To conclude, Max’s Group’s Uniform earnings growth is well below peer averages in 2020, and the company is trading below its peer average valuations.
About the Philippine Market Daily “Tuesday Uniform Earnings Tearsheets – Philippine-listed Focus”
Some of the world’s greatest investors learned from the Father of Value Investing or have learned to follow his investment philosophy very closely. That pioneer of value investing is Professor Benjamin Graham. His followers:
Warren Buffett and Charles Munger of Berkshire Hathaway; Shelby C. Davis of Davis Funds; Marty Whitman of Third Avenue Value Fund; Jean-Marie Eveillard of First Eagle; Mitch Julis of Canyon Capital; just to name a few.
Each of these great investors studied security analysis and valuation, applying this methodology to manage their multi-billion dollar portfolios. They did this without relying on as-reported numbers.
Uniform Adjusted Financial Reporting Standards (UAFRS or Uniform Accounting) is an answer to the many inconsistencies present in GAAP and IFRS, as well as in PFRS.
Under IFRS, each company’s financial statements are rebuilt under a consistent set of rules, resulting in an apples-to-apples comparison. Resulting UAFRS-based earnings, assets, debts, cash flows from operations, investing, and financing, and other key elements become the basis for more reliable financial statement analysis.

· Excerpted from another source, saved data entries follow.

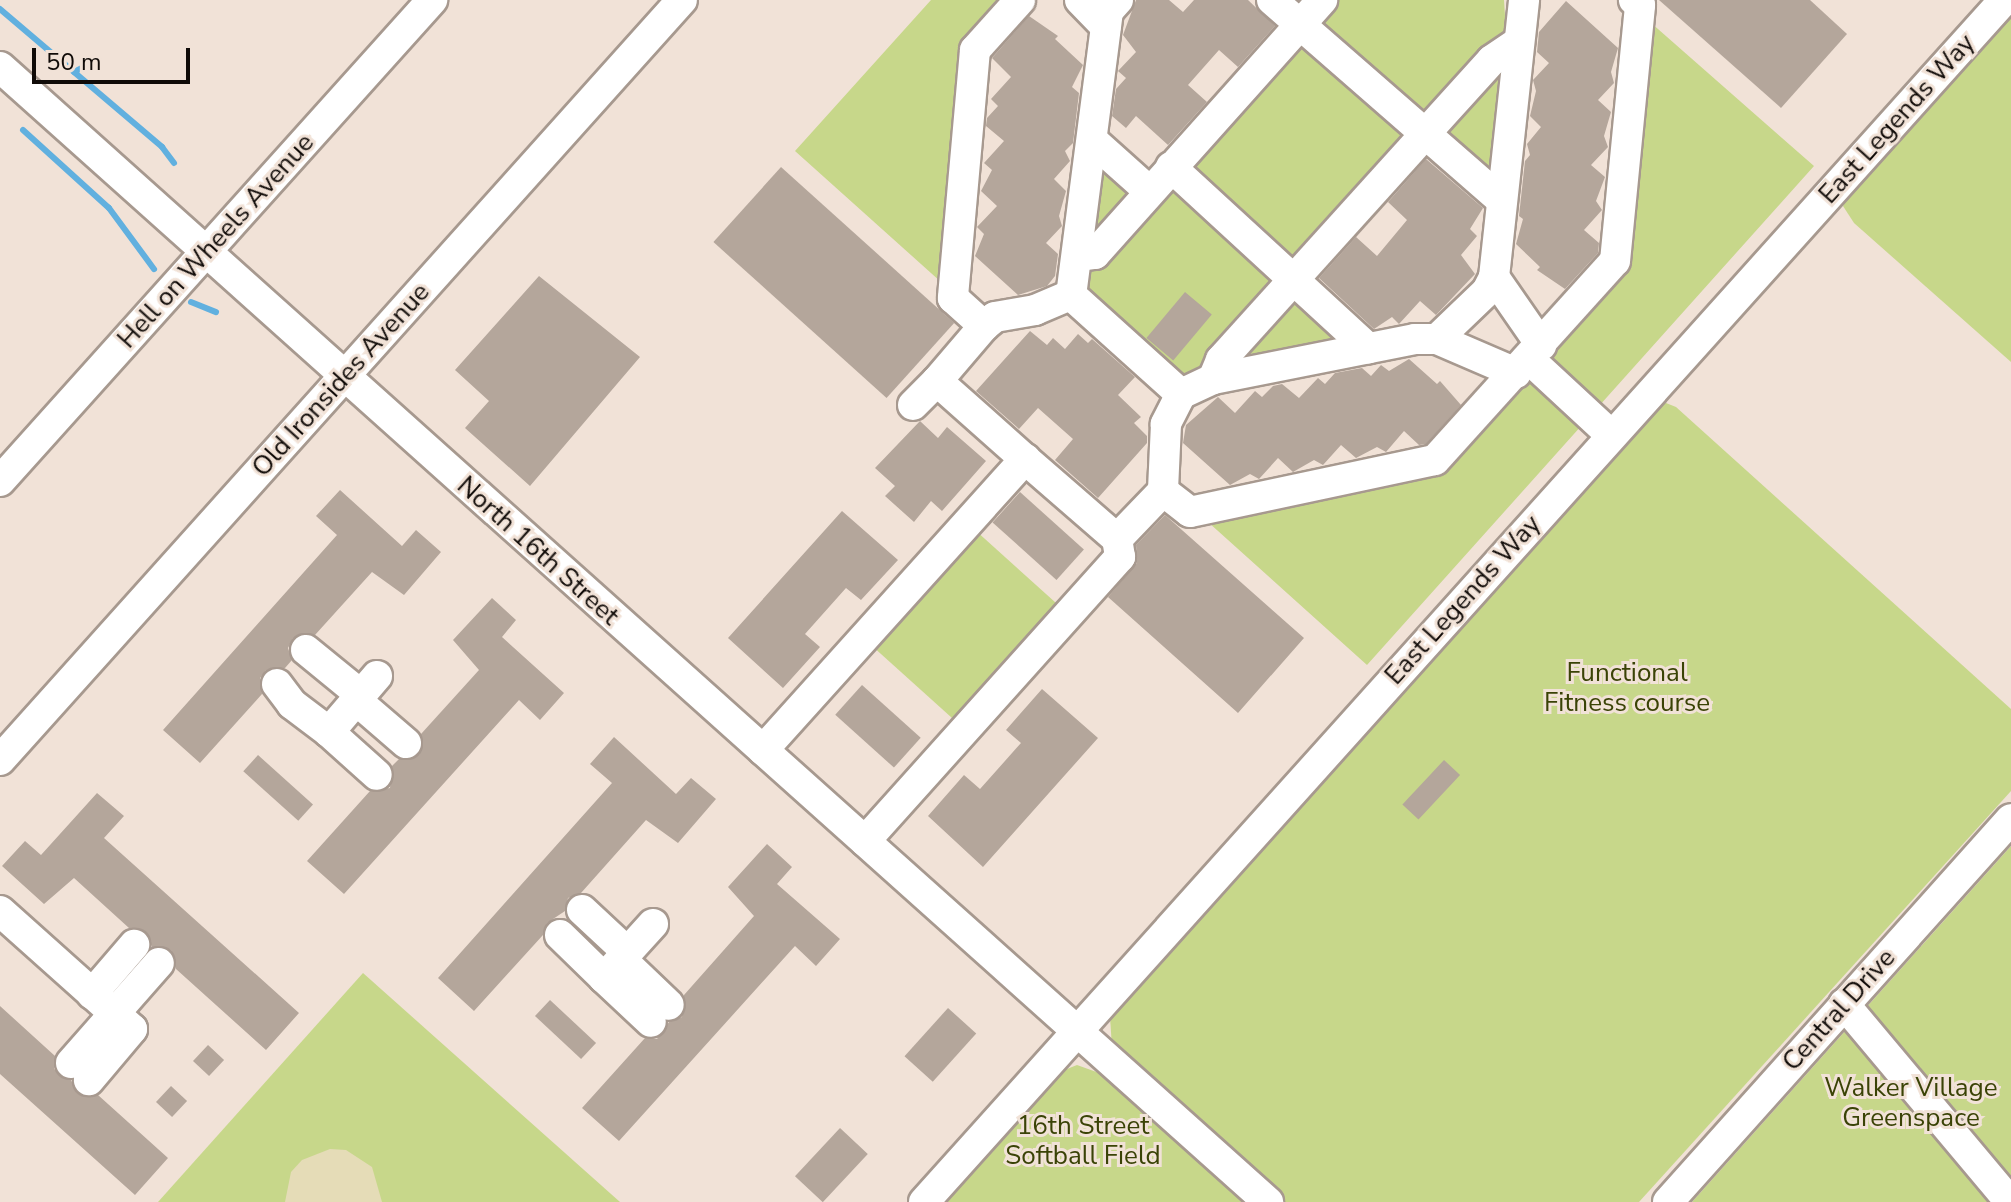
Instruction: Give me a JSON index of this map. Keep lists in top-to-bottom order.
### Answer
{
  "streets": {
    "street": [
      "East Legends Way",
      "Hell on Wheels Avenue",
      "Old Ironsides Avenue",
      "North 16th Street",
      "Central Drive"
    ]
  },
  "crossings": [
    ["East Legends Way", "North 16th Street"],
    ["Hell on Wheels Avenue", "North 16th Street"],
    ["Old Ironsides Avenue", "North 16th Street"]
  ],
  "parks": ["Functional Fitness course", "Walker Village Greenspace", "16th Street Softball Field"],
  "scale_bar": "50 m"
}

Every Tuesday, we focus on one Philippine-listed company that’s particularly interesting from a UAFRS vs as-reported standpoint. We highlight one adjustment that illustrates why the as-reported numbers are unreliable.
This way, we gain a better understanding of the factors driving a particular stock’s returns, and whether or not the firm’s true profitability is reflected in its current valuations.
Hope you’ve found this week’s Uniform Earnings Tearsheet on a Philippine company interesting and insightful.